* **Brief**
From the records below, extract only the lines running from the line with "pinky mcp: (159, 247)" to the line with "ring tip: (235, 230)", both lines included, reproducing them exactly.

[[ Source records, beginning ]]

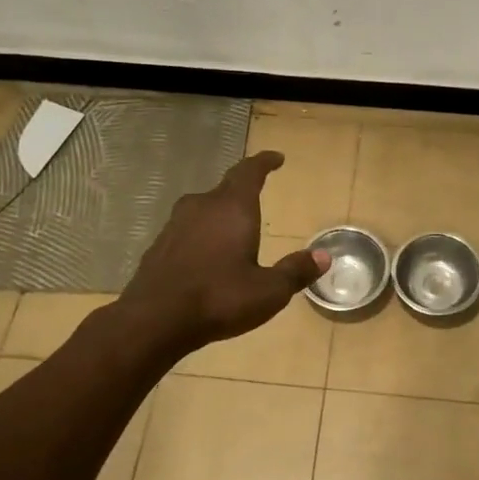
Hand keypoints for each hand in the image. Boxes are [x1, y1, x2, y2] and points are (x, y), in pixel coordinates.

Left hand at [118, 151, 329, 353]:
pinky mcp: (159, 247)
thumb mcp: (269, 291)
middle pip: (225, 189)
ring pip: (203, 209)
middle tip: (258, 196)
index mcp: (232, 208)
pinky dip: (202, 236)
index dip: (264, 162)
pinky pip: (188, 231)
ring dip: (221, 215)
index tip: (276, 158)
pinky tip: (207, 257)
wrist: (154, 321)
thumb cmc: (219, 298)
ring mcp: (175, 226)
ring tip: (235, 230)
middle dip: (243, 191)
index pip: (249, 172)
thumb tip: (324, 256)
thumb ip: (296, 271)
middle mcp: (202, 207)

[[ Source records, end ]]

* **Task response**
pinky mcp: (159, 247)
thumb mcp: (269, 291)
middle pip: (225, 189)
ring pip: (203, 209)
middle tip: (258, 196)
index mcp: (232, 208)
pinky dip: (202, 236)
index dip: (264, 162)
pinky pip: (188, 231)
ring dip: (221, 215)
index tip: (276, 158)
pinky tip: (207, 257)
wrist: (154, 321)
thumb cmc: (219, 298)
ring mcp: (175, 226)
ring tip: (235, 230)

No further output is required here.